Some simple calculations demonstrate the time crunch involved here. CPUs work on nanosecond time scales, while networks are millisecond at best, Sachs says. That translates to timeframes that are six orders of magnitude apart, or a gap of 1,000,000% between the CPU’s clock and the network’s clock.
Another problem with real-time stateless computing is the continuous polling that’s required to determine when a value has changed.
“You sit there in a loop: Has it changed? Has it changed? Has it changed?” Sachs tells Datanami. “That doesn’t scale. That’s why everything is near-real time, because you would have to poll infinitely to be actually real time.”

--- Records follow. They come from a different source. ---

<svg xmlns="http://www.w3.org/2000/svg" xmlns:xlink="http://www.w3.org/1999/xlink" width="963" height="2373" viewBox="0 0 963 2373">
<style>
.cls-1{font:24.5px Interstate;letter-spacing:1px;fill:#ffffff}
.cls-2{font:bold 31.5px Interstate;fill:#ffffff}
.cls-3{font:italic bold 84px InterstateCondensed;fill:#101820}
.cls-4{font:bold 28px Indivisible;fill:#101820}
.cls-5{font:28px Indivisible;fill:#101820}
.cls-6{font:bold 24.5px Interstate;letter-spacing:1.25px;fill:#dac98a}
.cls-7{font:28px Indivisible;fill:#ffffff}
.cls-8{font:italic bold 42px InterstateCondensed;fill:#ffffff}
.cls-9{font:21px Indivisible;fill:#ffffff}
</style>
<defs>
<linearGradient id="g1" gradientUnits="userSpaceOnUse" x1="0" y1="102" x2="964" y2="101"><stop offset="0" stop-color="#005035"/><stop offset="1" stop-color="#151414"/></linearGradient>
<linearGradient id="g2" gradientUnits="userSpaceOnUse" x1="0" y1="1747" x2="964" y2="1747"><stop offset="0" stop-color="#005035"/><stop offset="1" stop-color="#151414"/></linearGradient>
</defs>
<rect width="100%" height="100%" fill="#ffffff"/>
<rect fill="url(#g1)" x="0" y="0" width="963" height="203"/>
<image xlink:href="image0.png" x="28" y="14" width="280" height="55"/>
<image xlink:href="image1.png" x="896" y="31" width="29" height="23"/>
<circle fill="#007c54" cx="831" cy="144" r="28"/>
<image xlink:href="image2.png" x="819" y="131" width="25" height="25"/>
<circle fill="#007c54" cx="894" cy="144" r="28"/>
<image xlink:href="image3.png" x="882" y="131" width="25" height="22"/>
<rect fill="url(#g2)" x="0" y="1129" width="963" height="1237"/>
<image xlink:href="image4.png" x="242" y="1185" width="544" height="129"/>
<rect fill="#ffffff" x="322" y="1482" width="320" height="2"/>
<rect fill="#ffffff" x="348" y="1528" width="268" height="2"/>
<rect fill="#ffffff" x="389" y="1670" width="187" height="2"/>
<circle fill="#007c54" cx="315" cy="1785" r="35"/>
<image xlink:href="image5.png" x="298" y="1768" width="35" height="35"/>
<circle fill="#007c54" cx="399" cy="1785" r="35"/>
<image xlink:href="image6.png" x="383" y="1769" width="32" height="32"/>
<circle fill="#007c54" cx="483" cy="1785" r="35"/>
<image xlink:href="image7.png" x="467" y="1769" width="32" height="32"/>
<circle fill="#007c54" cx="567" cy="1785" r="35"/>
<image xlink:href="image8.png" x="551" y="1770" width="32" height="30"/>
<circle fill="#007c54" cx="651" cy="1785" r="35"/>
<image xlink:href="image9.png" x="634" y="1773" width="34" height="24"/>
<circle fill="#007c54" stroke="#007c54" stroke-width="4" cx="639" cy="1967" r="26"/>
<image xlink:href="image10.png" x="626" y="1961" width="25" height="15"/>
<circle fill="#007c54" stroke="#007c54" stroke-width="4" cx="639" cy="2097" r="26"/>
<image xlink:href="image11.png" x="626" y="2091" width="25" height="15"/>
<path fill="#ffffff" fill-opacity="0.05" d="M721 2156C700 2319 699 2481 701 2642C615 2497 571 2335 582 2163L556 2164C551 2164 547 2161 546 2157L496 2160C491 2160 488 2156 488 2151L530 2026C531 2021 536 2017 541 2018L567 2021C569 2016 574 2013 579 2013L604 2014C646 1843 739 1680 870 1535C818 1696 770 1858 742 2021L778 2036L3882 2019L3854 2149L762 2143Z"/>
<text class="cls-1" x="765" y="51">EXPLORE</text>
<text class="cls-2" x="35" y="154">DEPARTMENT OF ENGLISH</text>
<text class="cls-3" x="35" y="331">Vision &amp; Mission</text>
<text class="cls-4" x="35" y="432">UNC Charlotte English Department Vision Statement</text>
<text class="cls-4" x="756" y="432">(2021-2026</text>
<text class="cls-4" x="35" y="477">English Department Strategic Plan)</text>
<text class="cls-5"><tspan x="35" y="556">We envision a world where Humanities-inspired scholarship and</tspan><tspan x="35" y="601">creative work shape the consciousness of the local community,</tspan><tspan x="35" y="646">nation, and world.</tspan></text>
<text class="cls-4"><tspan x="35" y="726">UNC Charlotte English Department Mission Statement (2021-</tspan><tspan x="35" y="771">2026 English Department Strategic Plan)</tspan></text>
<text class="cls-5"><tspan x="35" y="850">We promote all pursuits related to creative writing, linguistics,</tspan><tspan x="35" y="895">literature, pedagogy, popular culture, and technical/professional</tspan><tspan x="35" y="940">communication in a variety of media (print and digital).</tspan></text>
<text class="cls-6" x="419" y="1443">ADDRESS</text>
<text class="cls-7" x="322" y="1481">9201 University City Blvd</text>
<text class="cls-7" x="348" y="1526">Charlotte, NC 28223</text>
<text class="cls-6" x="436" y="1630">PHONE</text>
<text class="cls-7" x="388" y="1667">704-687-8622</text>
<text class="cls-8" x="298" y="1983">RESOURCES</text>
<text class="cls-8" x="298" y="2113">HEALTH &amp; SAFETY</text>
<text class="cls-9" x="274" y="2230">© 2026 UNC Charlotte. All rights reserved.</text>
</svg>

Instead of engineering a solution for the state problem within the same paradigm, as the folks at Confluent did in 2019 by melding the RocksDB database to Kafka, the folks at Swim decided it was time to rethink the whole stateless approach.
“We’ve been riding on this set of assumptions for 30 years,” Sachs says. “The Web was developed as a shared library to share research papers between Stanford and CERN in Switzerland. It’s amazing what we’ve been able to do with it. But at the end of the day, not everything is a document. And a lot of the complexity and pain is [due] to building everything in terms of these primitives that were built around documents.

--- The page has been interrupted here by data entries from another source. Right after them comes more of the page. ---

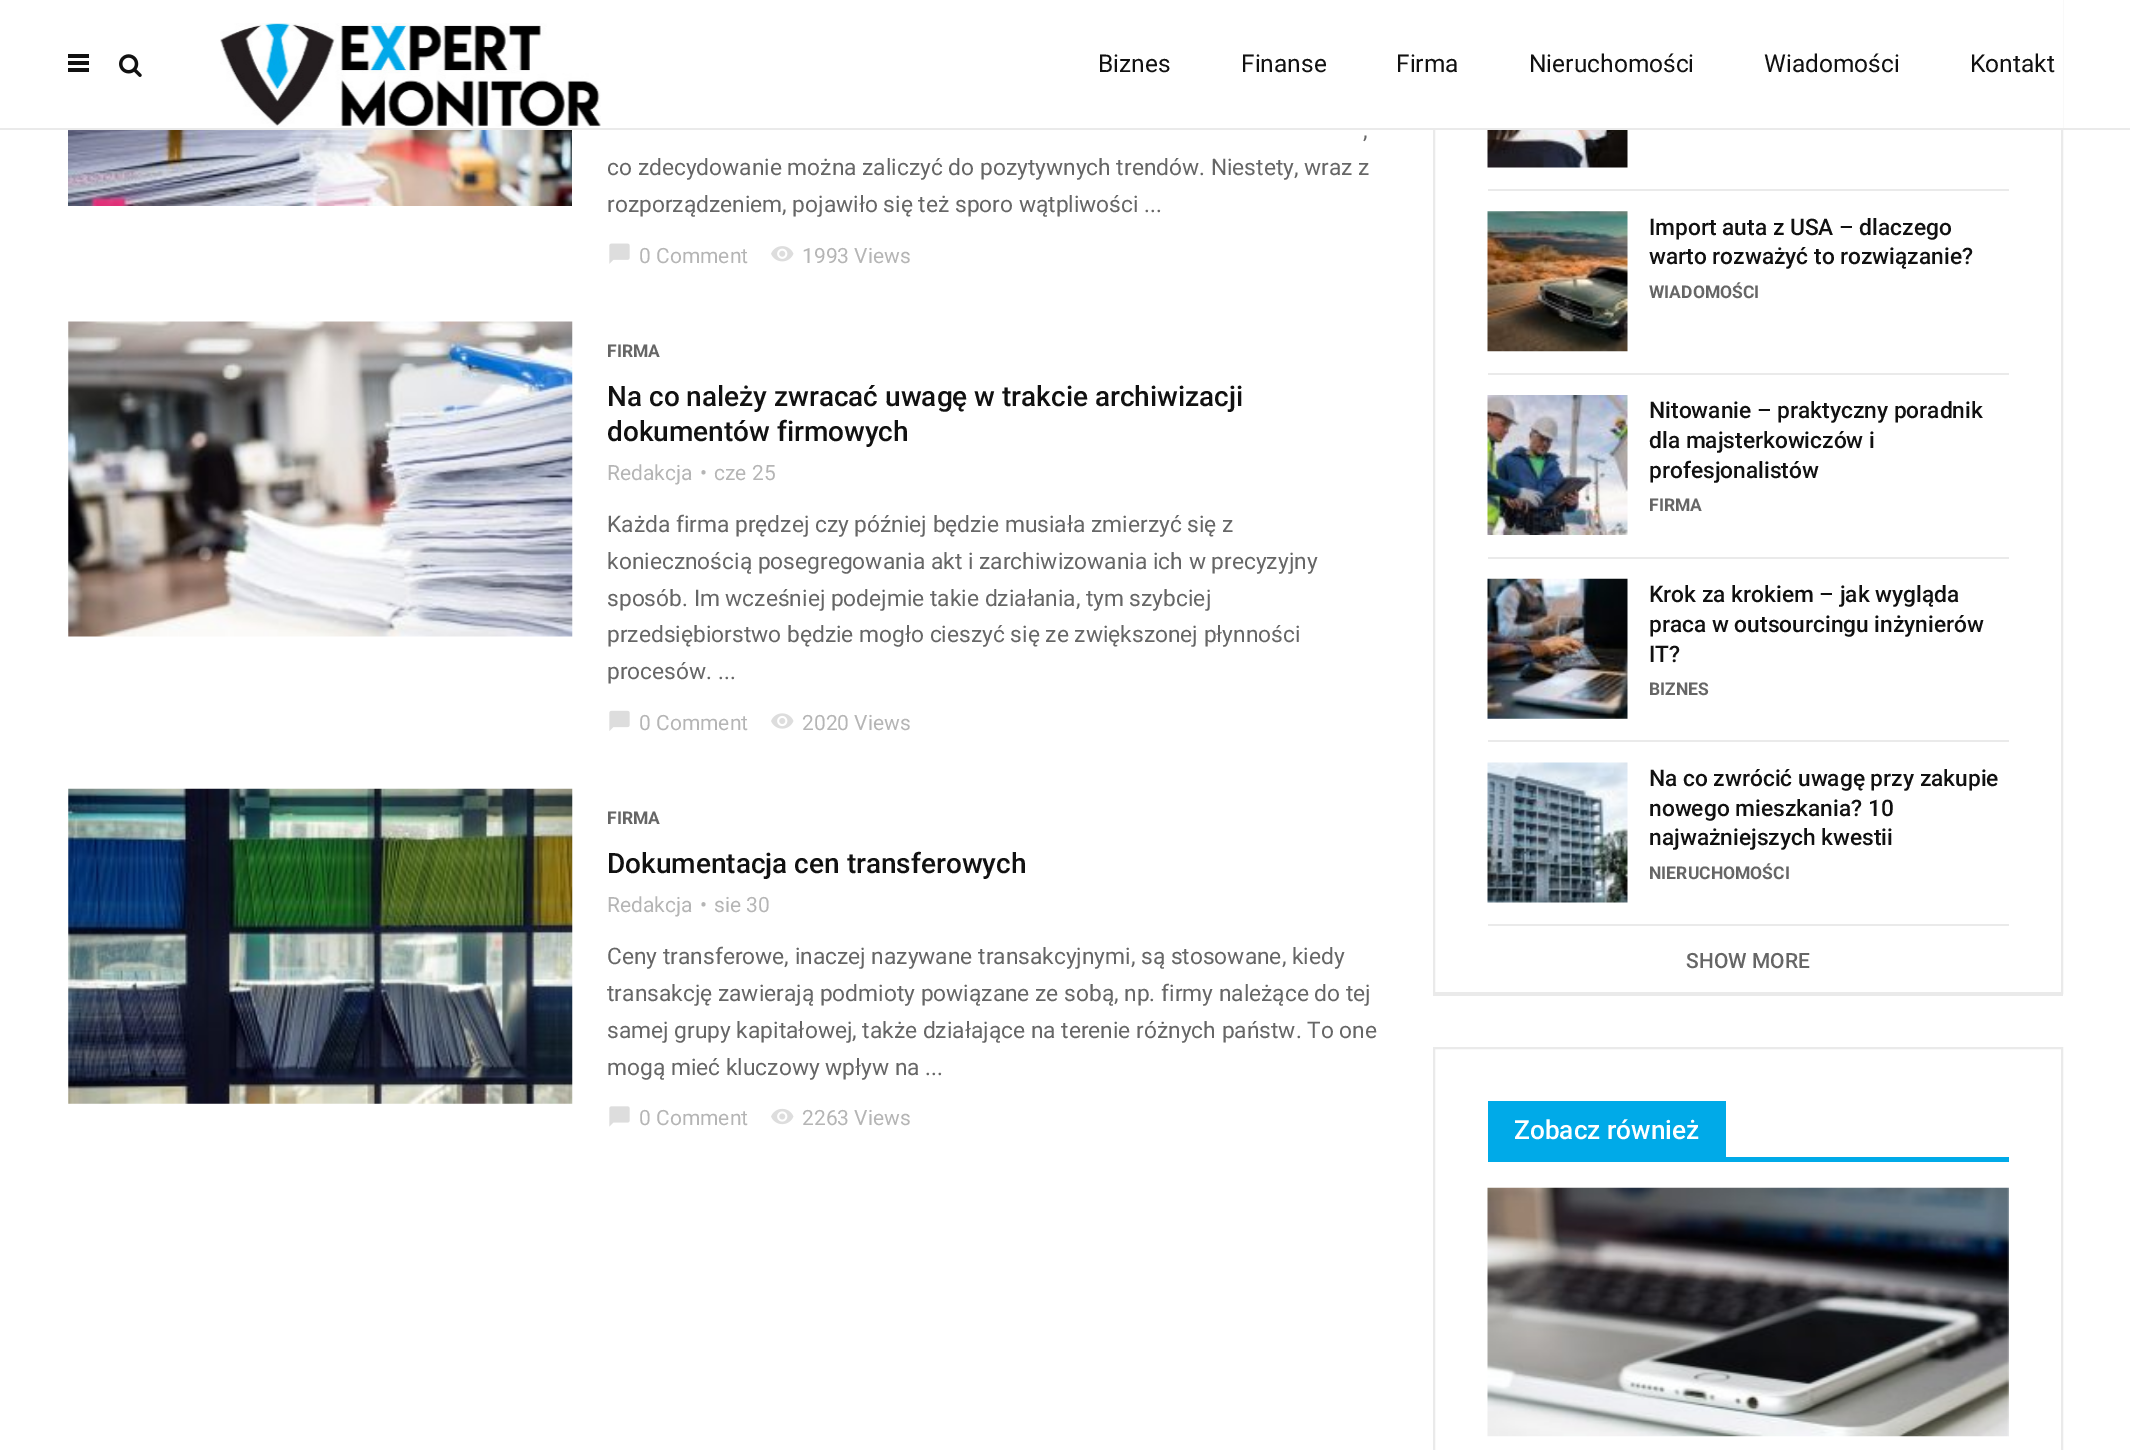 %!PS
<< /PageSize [2130 1450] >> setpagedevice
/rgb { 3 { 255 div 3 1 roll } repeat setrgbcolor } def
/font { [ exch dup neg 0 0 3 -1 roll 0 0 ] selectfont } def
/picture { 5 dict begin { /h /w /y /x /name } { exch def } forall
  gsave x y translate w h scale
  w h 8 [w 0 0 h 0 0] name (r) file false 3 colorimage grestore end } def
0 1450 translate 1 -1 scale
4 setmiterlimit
255 255 255 rgb
0 0 2130 1450 rectfill
234 234 234 rgb
2 setlinewidth
1434 -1 628 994 rectstroke
[
  [1433 0 630 128 255 255 255]
  [0 128 2130 2 234 234 234]
  [68 54 21 4 17 17 17]
  [68 61 21 4 17 17 17]
  [68 68 21 4 17 17 17]
] { aload pop rgb rectfill } forall
(img/1.rgb) 119 54 23 23 picture
(img/2.rgb) 220 23 381 104 picture
(img/3.rgb) 68 130 504 76 picture
(img/4.rgb) 609 243 21 21 picture
(img/5.rgb) 771 246 23 16 picture
(img/6.rgb) 68 321 505 316 picture
(img/7.rgb) 609 710 21 21 picture
(img/8.rgb) 771 713 23 16 picture
(img/9.rgb) 68 788 505 316 picture
(img/10.rgb) 609 1106 21 21 picture
(img/11.rgb) 771 1108 23 17 picture
234 234 234 rgb
1433 -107 moveto 1433 996 lineto 2063 996 lineto 2063 994 lineto 1433 994 lineto closepath fill
1488 189 521 2 rectfill
(img/12.rgb) 1487 130 141 38 picture
1488 373 521 2 rectfill
(img/13.rgb) 1487 211 141 141 picture
1488 557 521 2 rectfill
(img/14.rgb) 1487 395 141 140 picture
1488 740 521 2 rectfill
(img/15.rgb) 1487 578 141 141 picture
1488 924 521 2 rectfill
(img/16.rgb) 1487 762 141 141 picture
1434 1048 628 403 rectstroke
0 170 232 rgb
1488 1157 521 5 rectfill
1488 1101 238 56 rectfill
(img/17.rgb) 1487 1187 522 250 picture
/Roboto-Regular 24.5 font
17 17 17 rgb
[
  [(Biznes) 1098 72]
  [(Finanse) 1241 72]
  [(Firma) 1396 72]
  [(Nieruchomości) 1529 72]
  [(Wiadomości) 1764 72]
  [(Kontakt) 1970 72]
] { aload pop moveto show } forall
/Roboto-Regular 22.75 font
102 102 102 rgb
[
  [(,) 1363 138]
  [(co zdecydowanie można zaliczyć do pozytywnych trendów. Niestety, wraz z) 607 175]
  [(rozporządzeniem, pojawiło się też sporo wątpliwości ...) 607 212]
] { aload pop moveto show } forall
/Roboto-Regular 21 font
181 181 181 rgb
639 263 moveto (0 Comment) show
802 263 moveto (1993 Views) show
/Roboto-Bold 17.5 font
102 102 102 rgb
607 357 moveto (FIRMA) show
/Roboto-Medium 28 font
17 17 17 rgb
607 406 moveto (Na co należy zwracać uwagę w trakcie archiwizacji) show
607 441 moveto (dokumentów firmowych) show
/Roboto-Regular 21 font
181 181 181 rgb
[
  [(Redakcja) 607 480]
  [(•) 700 480]
  [(cze 25) 714 480]
] { aload pop moveto show } forall
/Roboto-Regular 22.75 font
102 102 102 rgb
[
  [(Każda firma prędzej czy później będzie musiała zmierzyć się z) 607 532]
  [(koniecznością posegregowania akt i zarchiwizowania ich w precyzyjny) 607 569]
  [(sposób. Im wcześniej podejmie takie działania, tym szybciej) 607 606]
  [(przedsiębiorstwo będzie mogło cieszyć się ze zwiększonej płynności) 607 642]
  [(procesów. ...) 607 679]
] { aload pop moveto show } forall
/Roboto-Regular 21 font
181 181 181 rgb
639 730 moveto (0 Comment) show
802 730 moveto (2020 Views) show
/Roboto-Bold 17.5 font
102 102 102 rgb
607 824 moveto (FIRMA) show
/Roboto-Medium 28 font
17 17 17 rgb
607 873 moveto (Dokumentacja cen transferowych) show
/Roboto-Regular 21 font
181 181 181 rgb
[
  [(Redakcja) 607 912]
  [(•) 700 912]
  [(sie 30) 714 912]
] { aload pop moveto show } forall
/Roboto-Regular 22.75 font
102 102 102 rgb
[
  [(Ceny transferowe, inaczej nazywane transakcyjnymi, są stosowane, kiedy) 607 964]
  [(transakcję zawierają podmioty powiązane ze sobą, np. firmy należące do tej) 607 1001]
  [(samej grupy kapitałowej, także działające na terenie różnych państw. To one) 607 1038]
  [(mogą mieć kluczowy wpływ na ...) 607 1075]
] { aload pop moveto show } forall
/Roboto-Regular 21 font
181 181 181 rgb
639 1125 moveto (0 Comment) show
802 1125 moveto (2263 Views) show
/Roboto-Medium 22.75 font
17 17 17 rgb
1649 235 moveto (Import auta z USA – dlaczego) show
1649 264 moveto (warto rozważyć to rozwiązanie?) show
/Roboto-Bold 17.5 font
102 102 102 rgb
1649 298 moveto (WIADOMOŚCI) show
/Roboto-Medium 22.75 font
17 17 17 rgb
[
  [(Nitowanie – praktyczny poradnik) 1649 418]
  [(dla majsterkowiczów i) 1649 448]
  [(profesjonalistów) 1649 478]
] { aload pop moveto show } forall
/Roboto-Bold 17.5 font
102 102 102 rgb
1649 511 moveto (FIRMA) show
/Roboto-Medium 22.75 font
17 17 17 rgb
[
  [(Krok za krokiem – jak wygląda) 1649 602]
  [(praca w outsourcingu inżynierów) 1649 632]
  [(IT?) 1649 662]
] { aload pop moveto show } forall
/Roboto-Bold 17.5 font
102 102 102 rgb
1649 695 moveto (BIZNES) show
/Roboto-Medium 22.75 font
17 17 17 rgb
[
  [(Na co zwrócić uwagę przy zakupie) 1649 786]
  [(nowego mieszkania? 10) 1649 816]
  [(najważniejszych kwestii) 1649 845]
] { aload pop moveto show } forall
/Roboto-Bold 17.5 font
102 102 102 rgb
1649 879 moveto (NIERUCHOMOŚCI) show
/Roboto-Medium 21 font
1686 968 moveto (SHOW MORE) show
/Roboto-Medium 26.25 font
255 255 255 rgb
1514 1139 moveto (Zobacz również) show
showpage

“But we’re talking about increasingly things that live, evolve, and change, and it’s just the wrong primitive,” Sachs continues. “We have his hugely complex ecosystem that’s been set up to compensate for those weaknesses, whereas if you start with first principles, there’s no reason why it has to be so complicated. Just directly solve the problem.”
Swim has devised a very different approach that allows developers to build real-time applications utilizing stateful microservices. The company uses a actor-based approach, simliar to how Akka works. According to Sachs, Swim’s platform is a vertically integrated version of a distributed object model.
Instead of using a stack of common open source components like databases and messaging busses and job execution layers (which could have simplified development), Swim created its own vertically integrated stack, which minimizes latency.
“With Swim, we glue those layers together, then we slice it vertically into millions of little parts, where each part is this thing called a Web agent, which has its own persistence, its own own state, its own streaming APIs,” Sachs says. “So you maximize data locality so those things that used to take 100s of millseconds now take nanoseconds because you just do a call trace through the stack.”
Each Web agent has its own URI that can be called to execute a given process, and developers can string these agents together to accomplish tasks in a cascading graph. “It’s like a materialized object relational model, where the relationships are streams, and then you sort of wash data over it,” Sachs says.
The final piece of the puzzle is a cache coherence protocol, which helps ensure that a cohesive view of the data is maintained at all times. “We basically run a cache coherence protocol, which is sort of how we’re able to absorb dynamic loads,” Sachs explains. “That’s not the way Kafka and Pulsar [work]. They’re prone to buffer bloat. You can run into problems, where you’re publishing data too quickly and that leads to cascading latency problems. This is something that actor systems like Akka and Erlang run into as well.”
However, jumping out of the stateless stream and into the fire, as it were, introduces a whole new set of issues. After all, maintaining the state of a large number of entities is difficult. That, of course, is the whole reason why the most in the industry have taken a stateless approach (with some exceptions).
“In order to make something stateful that scales, you have to be really careful,” Sachs says. “You have to be bounded in your memory use and bounded in compute and network utilization. You have to be able to propagate back pressure throughout the stack.”
Going against the stateless grain hasn’t yet paid off in a huge way for Swim.ai, which has raised about $25 million in venture funding. It’s not the only company embracing stateful programming, but it’s approach is unique enough that it stands out from the crowd.
Sachs, who is largely self-taught, isn’t afraid to challenge the status quo around statelessness. “Statelessness is a problem,” he continues. “It makes a ton of sense for the early Web and for document stuff. It makes no sense for live automated operations.”
Swim has been working on its platform since 2015, and the product is ready for production use. Beyond the innards of how the Java-based product works, it also features a visualization tool that allows users to see the data that’s being tracked.
Swim is ideal for operational real time use cases, such as where users need to know what is happening right now. The Cambell, California company has just a handful of customers, but they tend to be very large organizations in logistics, telecommunications, and the federal government.
One of Swim’s top customers is Verizon, which uses Swim to monitor for problems on its cellular network. Verizon has developed Web agents for entities that it wants to track, and uses Swim and its streaming APIs to detect when problems occur.
“Right now, it is massively labor intensive to figure out where their problems are,” Sachs says of the cellular giant. “They’ll get alarm storms…but the fact that you have the data doesn’t mean you know what’s going on or that you understand it. So there’s a huge amount of manual effort that goes into it.”
The biggest hurdle to adopting Swim is the mindset required to program in a stateful manner rather than the stateless approach that has dominated the industry for so long.
“The biggest challenge for developers is, it’s a big cognitive shift,” Sachs says. “Instead of thinking ‘For all data or all time, how do I reduce it and run analytics functions?’ you’re thinking ‘OK, for one thing, what’s the behavior I want for a traffic intersection or a truck or a package?’ and then building it, bottom up. So it’s definitely a different way of thinking.”
As new applications in edge computing, IoT, and the metaverse come online, the rate of real-time data needed for analysis will explode. Will the stateless approach be able to keep pace with faster 5G networks, or will a more simplified and stateful programming paradigm begin to emerge. Only time will tell.